Published: 31-Mar- 2011 | Category: Japan Earthquake (March 2011)
Japan’s massive earthquake has caused disruptions and damage to the infrastructure of the North-Eastern region of Japan. This region is an area with a high earthquake risk and most infrastructure such as buildings, roads, railways, have been designed to be earthquake resilient. However, because the earthquake exceeded all expectations, in size and length, thousands of buildings, mainly in the area of Sendai in Miyagi Prefecture, have been destroyed or damaged by the incident. According to Japanese officials about 1,450 roads, eight railways and 22 bridges have been damaged or washed away. Restoring this will require huge investment.
The whole transport system was closed down in the aftermath of the earthquake; airports, ports and major telephone networks were closed but are gradually opening up again and no major damages to the telecommunication network have been reported, because as a result of the Kobe earthquake in 1995, Japan highly invested in its telecom’s infrastructure.
The nuclear power crisis remains the highest risk, health risk as a result of exposure to radiation and also major power shortages due to the shutting down of nuclear plants. About a third of Japan's energy supply comes from nuclear power.

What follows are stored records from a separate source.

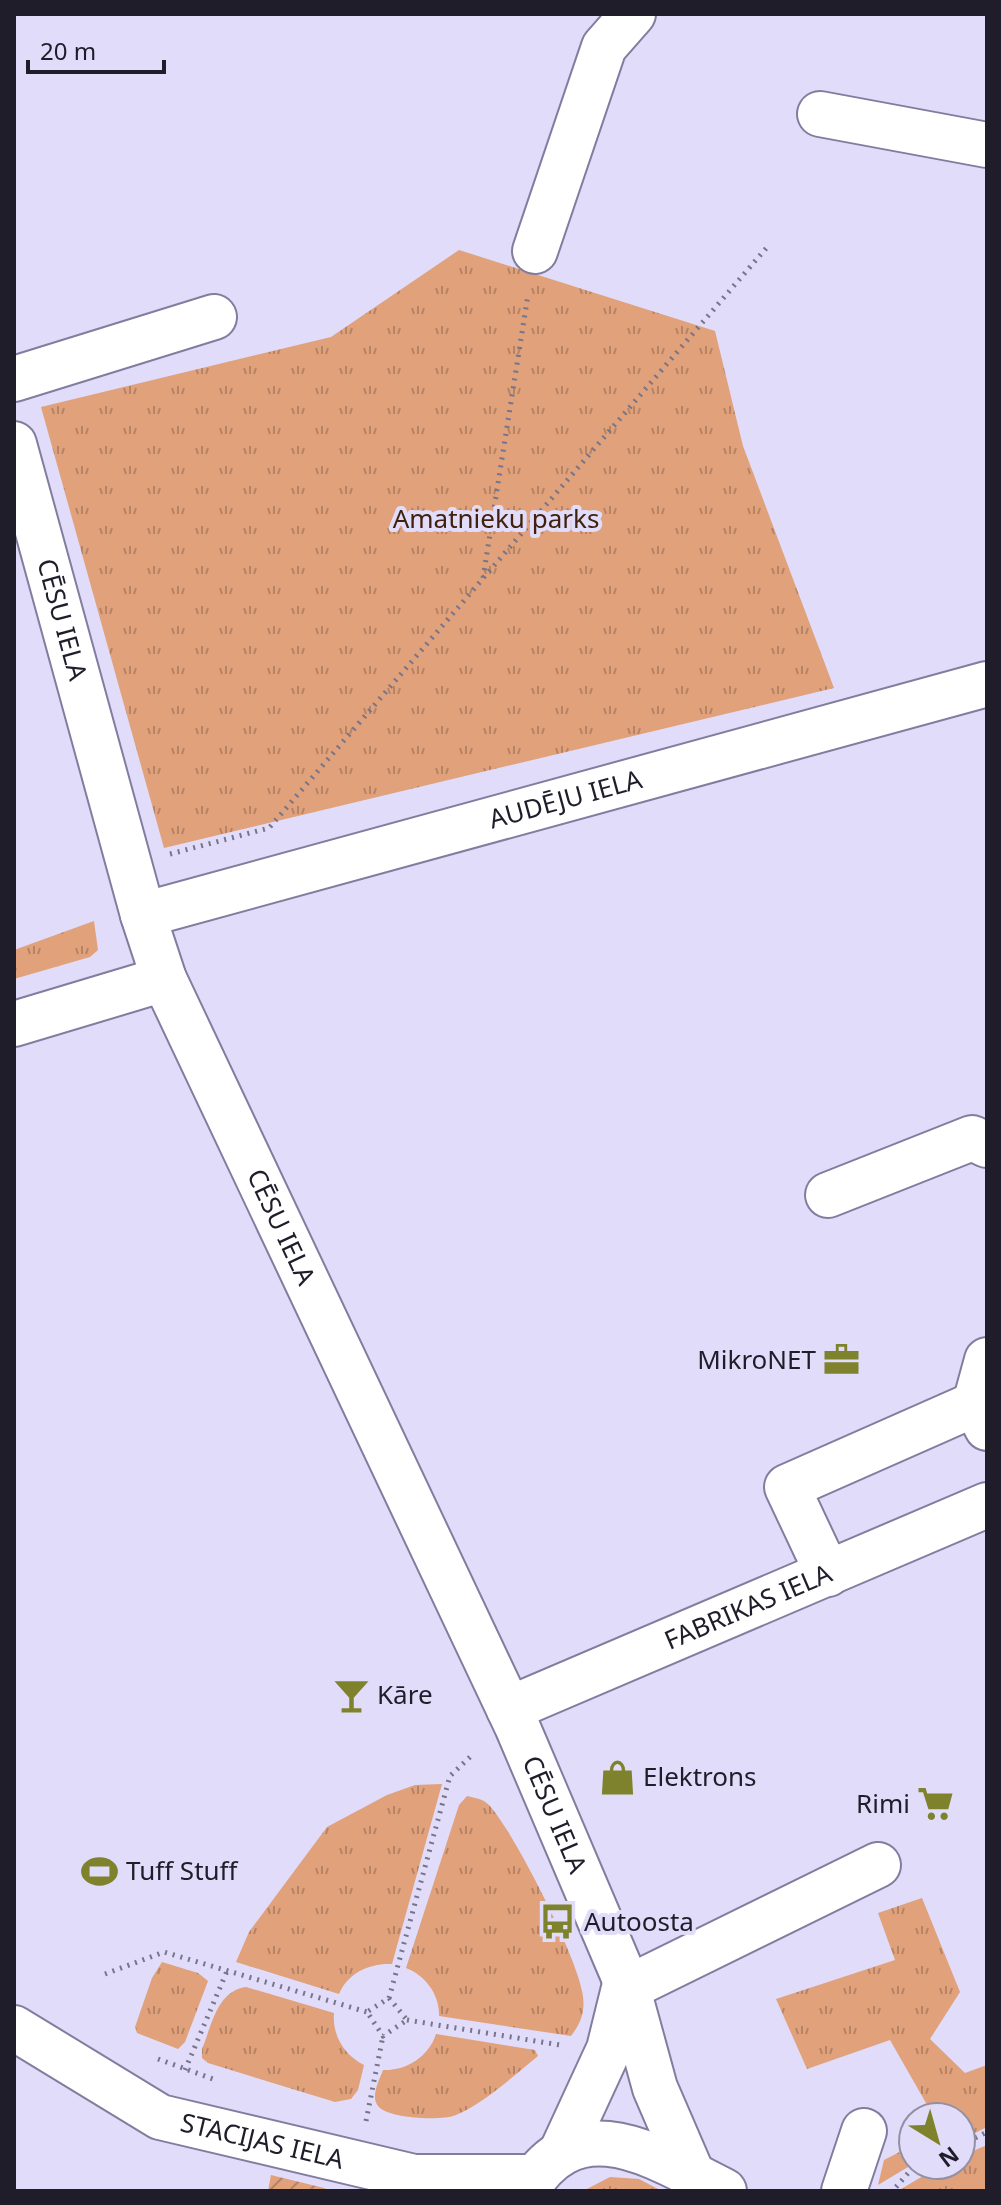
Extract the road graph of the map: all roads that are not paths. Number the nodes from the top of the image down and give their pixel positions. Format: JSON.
{"nodes":[{"id":1,"x":633,"y":14,"type":"edge"},
{"id":2,"x":820,"y":114,"type":"dead end"},
{"id":3,"x":987,"y":145,"type":"edge"},
{"id":4,"x":535,"y":251,"type":"road end"},
{"id":5,"x":214,"y":317,"type":"dead end"},
{"id":6,"x":14,"y":379,"type":"edge"},
{"id":7,"x":14,"y":444,"type":"edge"},
{"id":8,"x":987,"y":684,"type":"edge"},
{"id":9,"x":143,"y":915,"type":"junction"},
{"id":10,"x":164,"y":979,"type":"junction"},
{"id":11,"x":14,"y":1024,"type":"edge"},
{"id":12,"x":987,"y":1145,"type":"edge"},
{"id":13,"x":828,"y":1195,"type":"dead end"},
{"id":14,"x":987,"y":1360,"type":"edge"},
{"id":15,"x":981,"y":1416,"type":"edge"},
{"id":16,"x":987,"y":1505,"type":"edge"},
{"id":17,"x":828,"y":1574,"type":"junction"},
{"id":18,"x":509,"y":1709,"type":"junction"},
{"id":19,"x":878,"y":1865,"type":"dead end"},
{"id":20,"x":635,"y":1981,"type":"junction"},
{"id":21,"x":14,"y":2028,"type":"edge"},
{"id":22,"x":864,"y":2131,"type":"dead end"},
{"id":23,"x":541,"y":2174,"type":"edge"},
{"id":24,"x":709,"y":2183,"type":"edge"},
{"id":25,"x":844,"y":2191,"type":"edge"}],
"edges":[{"from":1,"to":4,"type":"street"},
{"from":2,"to":3,"type":"street"},
{"from":5,"to":6,"type":"street"},
{"from":7,"to":9,"type":"street","name":"CĒSU IELA"},
{"from":8,"to":9,"type":"street","name":"AUDĒJU IELA"},
{"from":9,"to":10,"type":"street","name":"CĒSU IELA"},
{"from":10,"to":11,"type":"street"},
{"from":10,"to":18,"type":"street","name":"CĒSU IELA"},
{"from":12,"to":13,"type":"street"},
{"from":14,"to":15,"type":"street"},
{"from":15,"to":17,"type":"street"},
{"from":16,"to":17,"type":"street","name":"FABRIKAS IELA"},
{"from":17,"to":18,"type":"street","name":"FABRIKAS IELA"},
{"from":18,"to":20,"type":"street","name":"CĒSU IELA"},
{"from":19,"to":20,"type":"street"},
{"from":20,"to":23,"type":"street"},
{"from":20,"to":24,"type":"street","name":"CĒSU IELA"},
{"from":21,"to":23,"type":"street","name":"STACIJAS IELA"},
{"from":22,"to":25,"type":"street"},
{"from":23,"to":24,"type":"street","name":"CĒSU IELA"}]}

Risk and Insurance Implications
A key priority for the institutions and other owners of Japanese infrastructure assets will be their ability to ensure rapid implementation of business continuity plans, as actions taken in the immediate days following the earthquake will dictate the speed at which recovery of infrastructure operations can be restored, mitigating social and economic losses. These actions will vary depending on the type of infrastructure asset concerned and will require industry-specific expertise. The longer term implications of such actions may also be reflected in the level of future insurance cover and deductible levels available for natural catastrophe risks.